Archives quotidiennes : 14 janvier 2009

Des voix s’élèvent pour exiger une enquête sur des violations au droit humanitaire et des crimes de guerre d’Israël

« Israël devait combattre le Hamas à Gaza comme les États-Unis l’avaient fait face au Japon durant la Seconde guerre mondiale ». La référence est on ne peut plus explicite. Cette phrase, lancée par le député ultranationaliste israélien, Avigdor Lieberman, ancien ministre des Affaires stratégiques dans le gouvernement d’Ehoud Olmert et chef du parti d’extrême droite Israël Beitenou qui est actuellement le 5ième parti politique le plus important d’Israël, est significative d’un certain état d’esprit qui prévaut actuellement au Proche-Orient. « La conquête du Japon alors n’avait pas été nécessaire », avait ajouté Avigdor Lieberman. De son côté, Ehud Barak, ministre de la défense, reconnaît que l’offensive a atteint la plupart de ses objectifs mais probablement pas tous. Les pertes du côté israélien, si elles s’accroissent, ne rendront pas cette guerre contre le Hamas très populaire aux yeux de la population : dix militaires et trois civils israéliens ont été tués depuis le 27 décembre.

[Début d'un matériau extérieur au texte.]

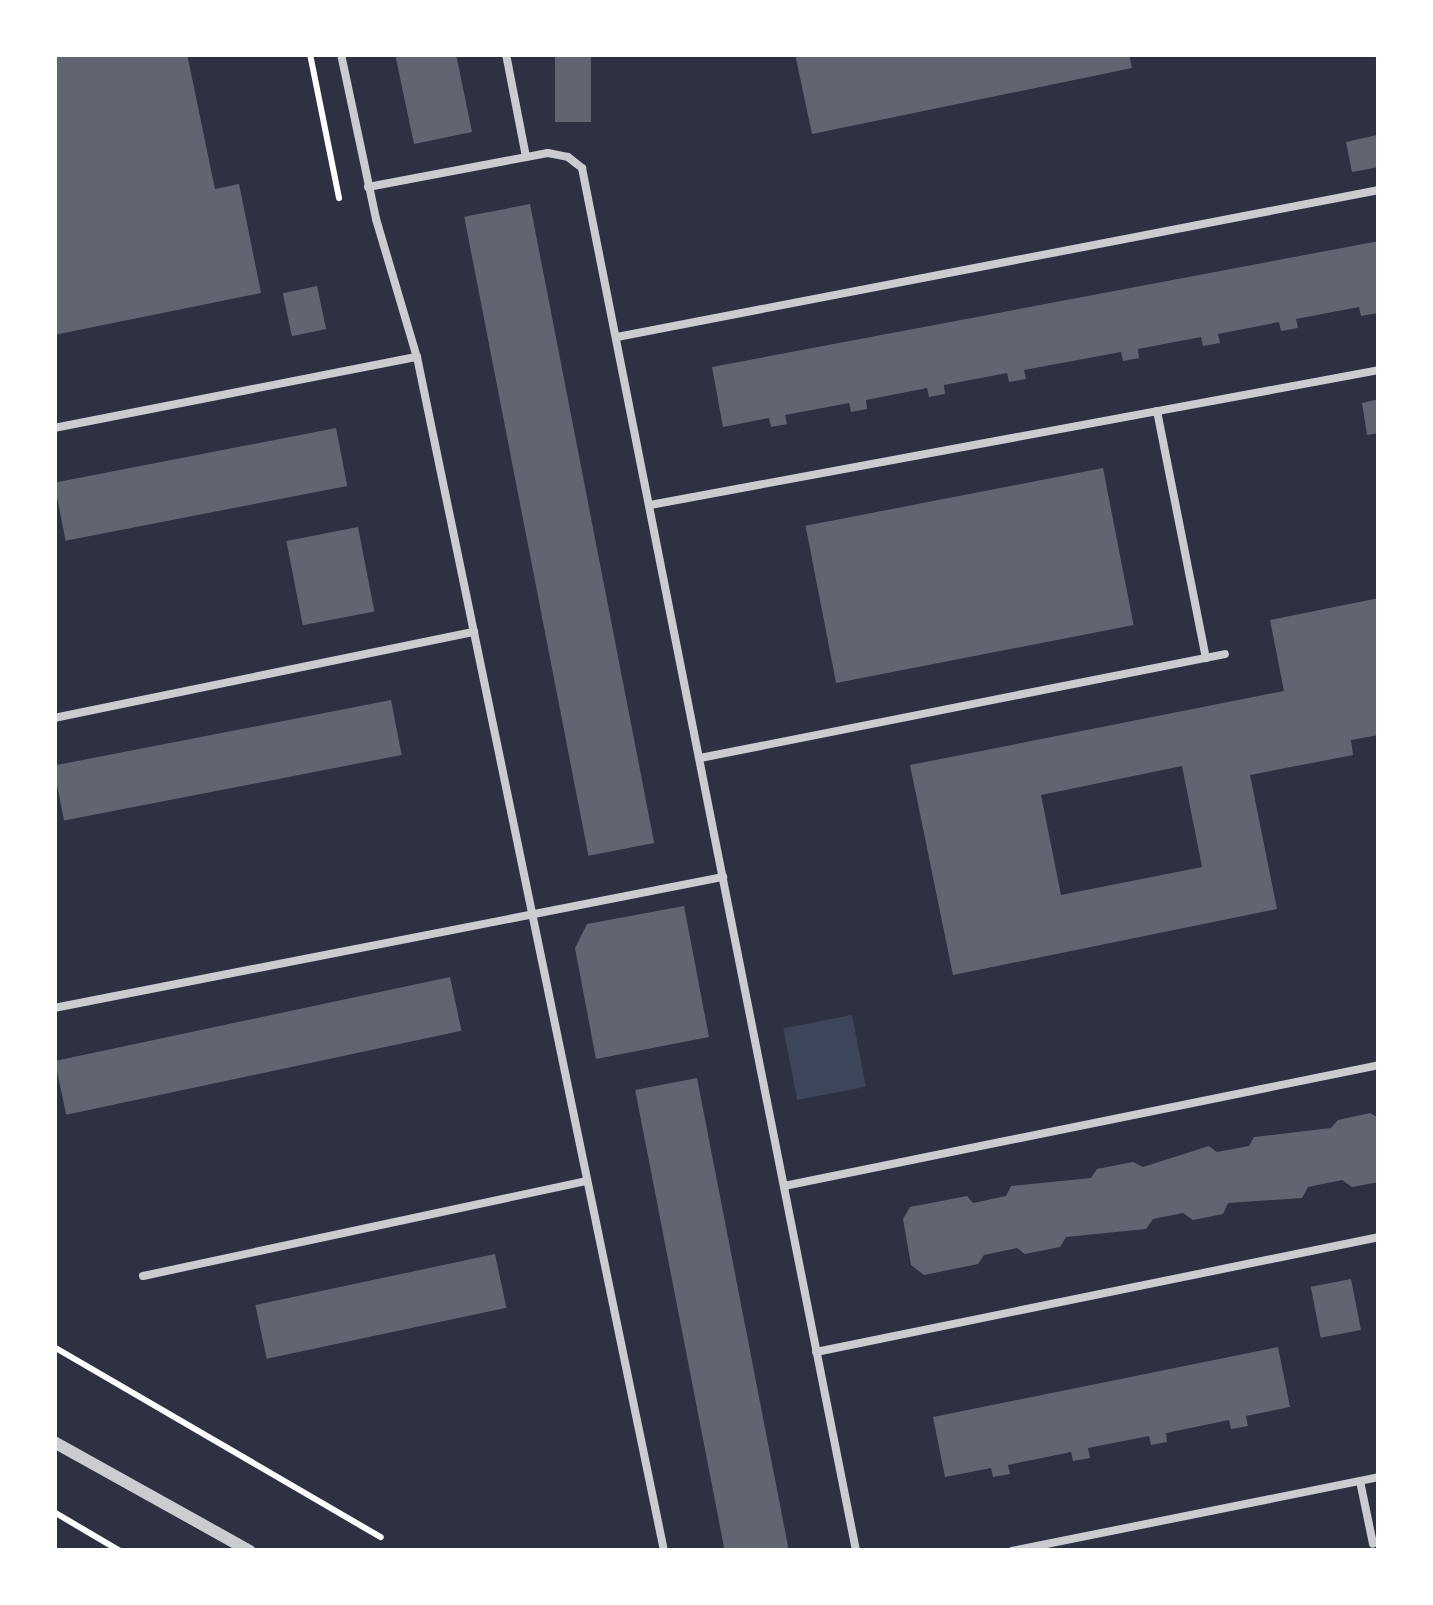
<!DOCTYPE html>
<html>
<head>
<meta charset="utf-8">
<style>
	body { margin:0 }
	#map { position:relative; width:1433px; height:1605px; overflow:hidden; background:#2d3142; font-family:Raleway,sans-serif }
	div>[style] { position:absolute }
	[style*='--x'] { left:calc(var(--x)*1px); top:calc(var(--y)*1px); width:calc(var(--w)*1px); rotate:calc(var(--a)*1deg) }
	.green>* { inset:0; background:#3c4559; transform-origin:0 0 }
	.building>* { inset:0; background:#626471; transform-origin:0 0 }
	.path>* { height:6px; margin:-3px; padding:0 3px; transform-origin:3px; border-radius:3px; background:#fff }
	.service>* { height:8px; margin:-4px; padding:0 4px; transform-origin:4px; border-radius:4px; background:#caccd0 }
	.minor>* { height:12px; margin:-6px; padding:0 6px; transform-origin:6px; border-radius:6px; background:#caccd0 }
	span { translate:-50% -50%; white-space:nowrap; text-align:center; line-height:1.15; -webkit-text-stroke:10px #fff; paint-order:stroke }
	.frame { position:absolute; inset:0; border:57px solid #fff; pointer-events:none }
</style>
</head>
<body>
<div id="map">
	<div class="green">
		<i style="left:852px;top:1015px;width:73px;height:70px;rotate:79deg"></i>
	</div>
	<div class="building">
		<i style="clip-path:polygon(54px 54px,187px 54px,215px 189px,239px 184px,261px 293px,54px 335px)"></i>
		<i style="clip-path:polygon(395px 54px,456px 54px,472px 132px,414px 144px)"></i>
		<i style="left:555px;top:54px;width:36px;height:68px"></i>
		<i style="clip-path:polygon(795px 54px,1129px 54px,1132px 68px,812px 134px)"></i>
		<i style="clip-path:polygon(1377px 135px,1379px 167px,1352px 172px,1346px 142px)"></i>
		<i style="left:530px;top:204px;width:651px;height:67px;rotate:79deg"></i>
		<i style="clip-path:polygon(1379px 241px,1378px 313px,1361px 316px,1359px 307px,1296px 319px,1298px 328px,1281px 331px,1279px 322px,1218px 334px,1220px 343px,1203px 346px,1201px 337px,1138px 349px,1139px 358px,1123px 361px,1121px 352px,1024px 370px,1026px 379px,1009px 382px,1007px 373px,944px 385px,945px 394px,929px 397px,927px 388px,866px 400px,867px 409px,851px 412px,849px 403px,785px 415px,787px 424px,771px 427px,769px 418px,723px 427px,712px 367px)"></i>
		<i style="left:317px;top:286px;width:44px;height:35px;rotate:78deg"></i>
		<i style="clip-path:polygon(1379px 399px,1379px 433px,1367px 435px,1362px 403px)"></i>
		<i style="left:336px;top:428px;width:59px;height:287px;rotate:79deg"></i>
		<i style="left:1103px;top:468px;width:160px;height:303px;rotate:79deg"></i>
		<i style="left:358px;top:527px;width:86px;height:73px;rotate:79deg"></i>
		<i style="clip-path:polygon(evenodd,1379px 598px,1379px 735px,1351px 740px,1353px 755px,1250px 775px,1277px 909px,953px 975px,910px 765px,1284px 691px,1270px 620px,1379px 598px,1182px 766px,1202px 867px,1061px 895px,1041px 795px,1182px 766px)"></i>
		<i style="left:391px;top:700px;width:56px;height:344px;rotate:79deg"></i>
		<i style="clip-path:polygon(684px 906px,709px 1037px,596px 1059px,575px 948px,587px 924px)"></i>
		<i style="left:450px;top:977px;width:55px;height:404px;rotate:78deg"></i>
		<i style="left:697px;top:1078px;width:482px;height:63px;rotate:79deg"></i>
		<i style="clip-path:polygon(1370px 1113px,1379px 1118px,1379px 1182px,1352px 1187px,1342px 1180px,1308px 1187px,1302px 1198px,1228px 1203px,1223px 1214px,1193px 1220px,1183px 1213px,1153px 1219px,1146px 1229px,1066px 1237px,1060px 1247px,1025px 1254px,1017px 1248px,984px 1255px,978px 1264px,924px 1275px,911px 1265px,903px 1219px,910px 1207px,967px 1196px,973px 1203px,1006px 1196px,1011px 1186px,1091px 1178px,1097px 1169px,1133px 1162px,1143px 1167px,1209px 1146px,1217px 1152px,1249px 1146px,1254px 1137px,1331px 1128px,1338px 1120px)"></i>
		<i style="left:495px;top:1254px;width:55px;height:245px;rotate:78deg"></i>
		<i style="left:1351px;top:1279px;width:52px;height:41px;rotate:79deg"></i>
		<i style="clip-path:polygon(1278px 1347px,1290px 1407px,1246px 1416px,1248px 1426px,1231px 1429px,1229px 1420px,1166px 1433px,1167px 1442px,1151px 1445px,1149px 1436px,1088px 1448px,1090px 1458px,1073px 1461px,1071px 1452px,1008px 1465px,1010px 1474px,993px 1477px,991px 1468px,945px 1477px,933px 1417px)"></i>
	</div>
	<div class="path">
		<i style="--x:310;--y:54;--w:147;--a:78.6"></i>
		<i style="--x:54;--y:1347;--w:378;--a:30.2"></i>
		<i style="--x:54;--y:1512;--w:77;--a:30.6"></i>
	</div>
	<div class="service">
		<i style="--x:341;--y:54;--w:169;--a:78"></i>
		<i style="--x:376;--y:219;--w:144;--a:73.5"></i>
		<i style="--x:417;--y:357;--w:1219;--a:78.31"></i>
		<i style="--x:506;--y:54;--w:105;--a:79"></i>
		<i style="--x:368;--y:187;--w:183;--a:-10.7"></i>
		<i style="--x:548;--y:153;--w:20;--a:11"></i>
		<i style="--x:568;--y:157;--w:18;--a:38"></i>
		<i style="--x:582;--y:168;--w:1410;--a:78.79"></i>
		<i style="--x:617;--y:337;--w:776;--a:-10.92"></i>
		<i style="--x:1157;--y:411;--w:252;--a:78.8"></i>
		<i style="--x:54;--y:428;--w:370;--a:-11.1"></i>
		<i style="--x:650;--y:505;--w:741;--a:-10.49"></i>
		<i style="--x:54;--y:718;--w:429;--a:-11.6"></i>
		<i style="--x:700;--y:758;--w:535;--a:-11.2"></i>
		<i style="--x:54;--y:1008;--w:682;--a:-11.08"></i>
		<i style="--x:784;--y:1186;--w:607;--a:-11.49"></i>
		<i style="--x:143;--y:1276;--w:453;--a:-12.1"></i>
		<i style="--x:816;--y:1352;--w:575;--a:-11.54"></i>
		<i style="--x:1360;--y:1481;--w:64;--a:78.3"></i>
		<i style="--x:1012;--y:1551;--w:374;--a:-11.4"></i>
	</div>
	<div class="minor">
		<i style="--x:54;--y:1442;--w:224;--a:29.1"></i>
	</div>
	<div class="frame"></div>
</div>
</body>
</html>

Ban Ki-moon, qui a exigé lundi qu’Israël et le Hamas cessent immédiatement les combats à Gaza, se rendra au Proche-Orient et il entend informer le Conseil de ses intentions. Sa visite comprendra notamment des arrêts en Egypte, en Israël, en Cisjordanie et en Syrie. Il est intéressant de noter que, lors d’une rencontre avec les pilotes de l’armée de l’air, et les équipes de contrôle au sol, à la base de Palmahim, le ministre de la Défense Ehoud Barak a déclaré, selon le Jerusalem Post : « Nous avons entendu et respecté les appels de Ban Ki Moon, le secrétaire général de l’ONU, et nous surveillons évidemment de près les avancements de l’initiative égyptienne, mais les combats continuent, et l’armée israélienne souhaite appliquer la méthode forte ».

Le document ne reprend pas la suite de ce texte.